In light of the recent warnings, companies should focus on the following priorities:

• Review federation controls and third-party integrations: Ensure identity federation (SSO, SAML, OAuth) is hardened and validate that third-party applications only have the minimal access required
• Implement MCP-style continuous session validation: Move beyond one-time authentication and continuously verify trust throughout a session
• Simulate geopolitical threat scenarios: Test your incident response and business continuity plans against scenarios involving nation-state tactics, particularly those aligned with Iran’s known behaviors

Shane McGee, General Counsel and Chief Privacy Officer at Deepwatch:

There is a need for increased vigilance against potential cyber-attacks by Iran and Iran-aligned proxies and interests. Iran is a formidable cyber adversary that has been successfully attacking governments and private interests all over the world for well over a decade. Known to actively support and cooperate closely with groups such as Hezbollah and Hamas, each with separate offensive cyber capabilities, Iran’s ability to launch damaging attacks should not be underestimated. Other groups sympathetic to Iran, or even unaligned opportunists, could also take advantage of the current conflict to launch their own attacks.

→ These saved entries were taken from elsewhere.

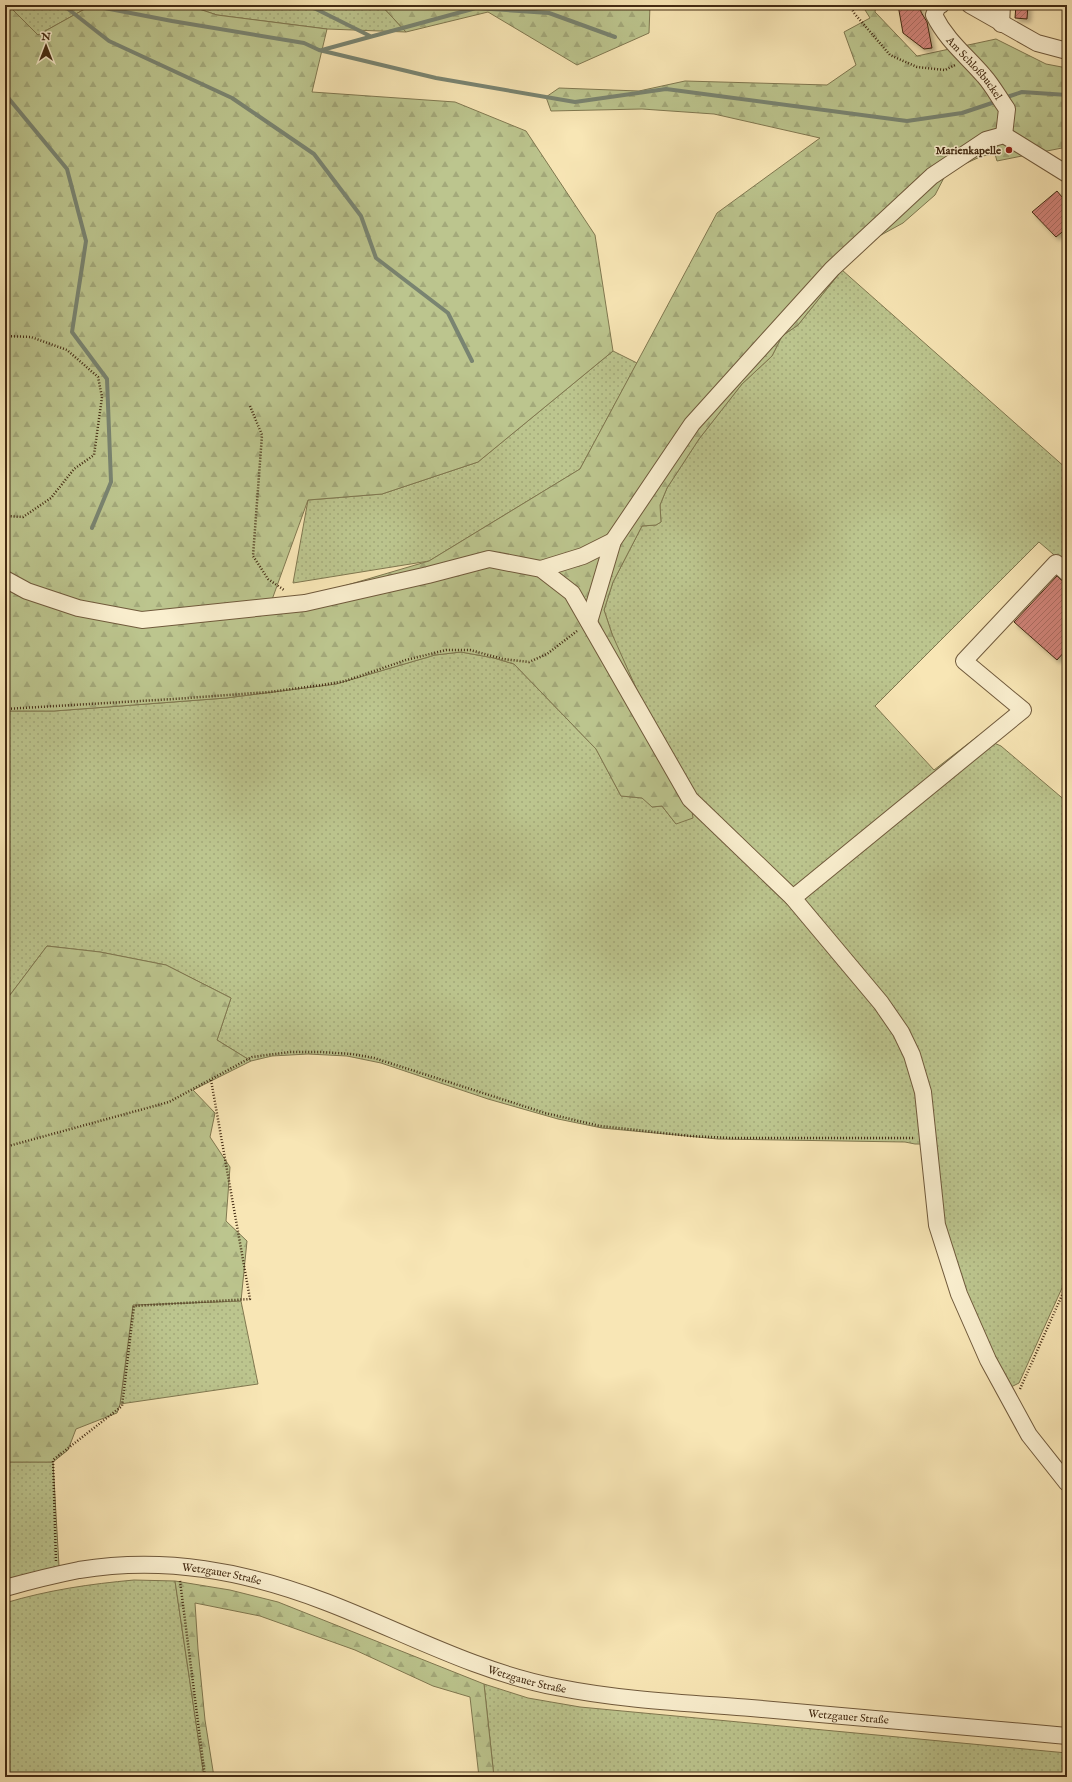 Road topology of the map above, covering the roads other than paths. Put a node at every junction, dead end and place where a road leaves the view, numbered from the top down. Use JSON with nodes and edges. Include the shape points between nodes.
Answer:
{"nodes":[{"id":1,"x":941,"y":5,"type":"edge"},
{"id":2,"x":970,"y":5,"type":"edge"},
{"id":3,"x":1002,"y":5,"type":"edge"},
{"id":4,"x":1001,"y":24,"type":"junction"},
{"id":5,"x":1067,"y":51,"type":"edge"},
{"id":6,"x":1004,"y":135,"type":"junction"},
{"id":7,"x":1067,"y":174,"type":"edge"},
{"id":8,"x":613,"y":541,"type":"junction"},
{"id":9,"x":1061,"y":568,"type":"edge"},
{"id":10,"x":541,"y":569,"type":"junction"},
{"id":11,"x":5,"y":579,"type":"edge"},
{"id":12,"x":589,"y":622,"type":"junction"},
{"id":13,"x":793,"y":898,"type":"junction"},
{"id":14,"x":1067,"y":1483,"type":"edge"},
{"id":15,"x":5,"y":1588,"type":"edge"},
{"id":16,"x":1067,"y":1736,"type":"edge"}],
"edges":[{"from":1,"to":6,"type":"street","name":"Am Schloßbuckel","via":[[934,16],[941,30],[984,75],[1006,108]]},
{"from":2,"to":4,"type":"street"},
{"from":3,"to":4,"type":"street"},
{"from":4,"to":5,"type":"street","via":[[1037,43]]},
{"from":6,"to":7,"type":"street"},
{"from":6,"to":8,"type":"street","via":[[986,140],[932,176],[832,269],[692,424]]},
{"from":8,"to":10,"type":"street","via":[[583,556]]},
{"from":8,"to":12,"type":"street"},
{"from":9,"to":13,"type":"street","via":[[964,661],[1023,710]]},
{"from":10,"to":11,"type":"street","via":[[489,559],[305,603],[142,620],[78,608],[27,592]]},
{"from":10,"to":12,"type":"street","via":[[572,593]]},
{"from":12,"to":13,"type":"street","via":[[690,799]]},
{"from":13,"to":14,"type":"street","via":[[881,1003],[901,1032],[912,1055],[923,1092],[937,1225],[958,1294],[988,1360],[1029,1435]]},
{"from":15,"to":16,"type":"street","name":"Wetzgauer Straße","via":[[56,1575],[111,1567],[179,1566],[215,1570],[250,1578],[326,1602],[468,1662],[513,1677],[557,1687],[606,1695]]}]}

With the recent outbreak of hostilities, Iran is likely to be less concerned about the consequences of its actions in the cyber realm, increasing the danger of large-scale attacks. The prospect of Iran combining cyber-action with physical attacks makes the situation even more unpredictable. We encourage our customers to enhance their cybersecurity posture and, if in a vulnerable geography or associated with a targeted group, to also consider taking physical precautions.